I started reading this novel, and I must confess I was a bit confused.  It seemed to start right in the middle of Empress Elisabeth of Austria-Hungary's life.  I quickly realized there is a book before Sisi that begins with Sisi's early life and marriage to Emperor Franz Joseph, and the difficulties she had adjusting to life as an Empress in the stifling Austrian court. I recommend you read  The Accidental Empress before you tackle Sisi so that you may get the complete story of Sisi's incredible life and tragic death.  

With that being said, after a quick history lesson on Empress Elisabeth of Austria-Hungary, I was ready to keep reading, and I was impressed at the research Allison Pataki put into this historical novel.  The Austro-Hungarian Empire of the mid 1800's was vast, and a powerhouse.  Sisi's husband, Franz Joseph, was born and raised to be an Emperor.  His mother, Archduchess Sophie ruled the court, and Sisi always felt like a failure, and was completely demoralized when her first two children, Rudy and Gisela were swiftly taken from her arms after birth and raised away from Sisi, with no input from her at all.  Her third child, Valerie (born many years later) stayed by Sisi's side.  She had grown enough backbone to refuse to send Valerie down the same path as her siblings. 

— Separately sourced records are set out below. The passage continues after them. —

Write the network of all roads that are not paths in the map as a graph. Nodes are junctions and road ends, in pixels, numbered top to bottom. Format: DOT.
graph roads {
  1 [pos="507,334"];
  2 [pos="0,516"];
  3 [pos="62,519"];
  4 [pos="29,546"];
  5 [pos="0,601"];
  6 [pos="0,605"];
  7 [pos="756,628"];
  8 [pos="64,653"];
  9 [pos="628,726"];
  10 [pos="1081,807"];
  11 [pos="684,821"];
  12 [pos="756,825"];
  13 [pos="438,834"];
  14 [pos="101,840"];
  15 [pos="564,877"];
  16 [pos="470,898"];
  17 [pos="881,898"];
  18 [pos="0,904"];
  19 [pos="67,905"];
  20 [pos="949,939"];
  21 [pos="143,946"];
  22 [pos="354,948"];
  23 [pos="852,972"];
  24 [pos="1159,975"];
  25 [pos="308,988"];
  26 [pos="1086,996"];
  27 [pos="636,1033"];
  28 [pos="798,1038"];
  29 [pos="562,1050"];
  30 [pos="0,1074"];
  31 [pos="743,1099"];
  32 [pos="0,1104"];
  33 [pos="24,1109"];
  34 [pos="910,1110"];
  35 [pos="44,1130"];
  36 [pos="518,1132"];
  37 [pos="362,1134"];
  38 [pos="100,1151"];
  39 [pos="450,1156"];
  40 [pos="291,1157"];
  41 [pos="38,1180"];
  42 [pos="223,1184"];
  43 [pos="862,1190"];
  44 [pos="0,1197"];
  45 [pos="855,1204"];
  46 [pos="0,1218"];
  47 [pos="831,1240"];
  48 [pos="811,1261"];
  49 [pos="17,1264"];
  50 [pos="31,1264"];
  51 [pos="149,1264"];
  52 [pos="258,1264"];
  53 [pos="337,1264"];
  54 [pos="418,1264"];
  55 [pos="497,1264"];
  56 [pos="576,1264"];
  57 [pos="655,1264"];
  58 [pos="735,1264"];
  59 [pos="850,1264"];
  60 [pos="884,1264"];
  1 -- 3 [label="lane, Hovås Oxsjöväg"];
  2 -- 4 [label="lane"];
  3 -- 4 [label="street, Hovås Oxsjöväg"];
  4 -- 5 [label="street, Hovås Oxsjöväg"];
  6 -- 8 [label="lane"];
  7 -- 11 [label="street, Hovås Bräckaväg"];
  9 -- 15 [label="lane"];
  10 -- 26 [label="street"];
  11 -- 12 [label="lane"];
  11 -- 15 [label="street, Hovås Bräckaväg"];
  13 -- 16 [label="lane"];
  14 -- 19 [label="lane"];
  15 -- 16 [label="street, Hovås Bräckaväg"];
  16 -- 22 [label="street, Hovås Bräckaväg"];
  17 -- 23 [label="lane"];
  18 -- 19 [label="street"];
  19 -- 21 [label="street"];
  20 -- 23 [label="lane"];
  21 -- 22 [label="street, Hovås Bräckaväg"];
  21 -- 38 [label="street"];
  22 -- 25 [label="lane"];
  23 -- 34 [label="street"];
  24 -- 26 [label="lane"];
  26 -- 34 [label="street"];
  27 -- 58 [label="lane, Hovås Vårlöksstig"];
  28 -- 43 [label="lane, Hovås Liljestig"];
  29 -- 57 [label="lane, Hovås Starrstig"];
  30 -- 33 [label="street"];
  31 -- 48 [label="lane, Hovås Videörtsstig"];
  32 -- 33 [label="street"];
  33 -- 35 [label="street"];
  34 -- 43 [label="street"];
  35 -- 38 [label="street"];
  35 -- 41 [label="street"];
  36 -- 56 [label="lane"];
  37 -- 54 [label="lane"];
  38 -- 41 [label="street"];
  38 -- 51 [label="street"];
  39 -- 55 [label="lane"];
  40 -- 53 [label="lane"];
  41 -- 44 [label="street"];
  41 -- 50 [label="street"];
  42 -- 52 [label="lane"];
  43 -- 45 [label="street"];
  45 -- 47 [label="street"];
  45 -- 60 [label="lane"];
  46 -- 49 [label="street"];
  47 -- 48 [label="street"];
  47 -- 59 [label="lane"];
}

Sisi was known for her beauty and floor-length hair.  People refer to her as the Princess Diana of her day, and that may be so in that both women felt trapped by their lives, and searched for ways to escape.  For Sisi, she often traveled away from court--usually for weeks at a time.  Hungary was her favorite place, and there she enjoyed the peace of the countryside and the forbidden love she shared with Count Andrassy.  Sisi's husband Franz Joseph loved his wife, but so much of their relationship was damaged by the interference of his mother and the demands of rigid court life. She never felt that Franz was there for her.  What had started out as a marriage with high hopes and love had become distant and cold.  

This novel continues where The Accidental Empress left off in 1868 up through 1898, when Sisi was assassinated on a street in Geneva, Switzerland simply because she was in the wrong place at the wrong time.  Sisi's life really was a soap opera, full of forbidden love, political upheaval, and malicious court gossip. Sisi's frustration at being distant emotionally from her children, and her constant roaming around Europe cast her as a very lonely woman who was never able to be happy.  I really got invested in Sisi's life, and even though I knew it was coming, it was still hard to read about her death.  I'm certainly tempted to read more about Sisi, and if I ever get to Austria, I would love to visit Hofburg Palace, Sisi's home in Vienna.  

Thank you to Penguin/Random House for a review copy of this book.  I never knew anything about Empress Elisabeth, so I am very glad I had this opportunity to read about her life.  This is definitely a must read for fans of historical fiction.  

Rating:  5/6 for a well-researched and detailed novel about Princess Elisabeth of Austria-Hungary.  It was hard to put down!


  1. I began reading your review and wondered why it felt so familiar. I first learned about Empress Elisabeth in the Prologue to Rebecca West's Black Lamb and Grey Falcon. In fact, despite starting that tome at least three times I have never gotten past page 20, though I desperately want to read it. You may have given me the key with these two books. Sometimes I need more that a quick history lesson!

    1. I would certainly start with Accidental Empress. I don't think I will go back and read it, but if you're interested in starting at the beginning I would go for it! Of course, with historical fiction you've got to do your research first, so as you start reading you know what really happened and what the author imagined happened. I find it helps me a lot with the story, but if I see the author has so much completely wrong I won't read anymore of their novels. Happy to say this wasn't the case with this novel.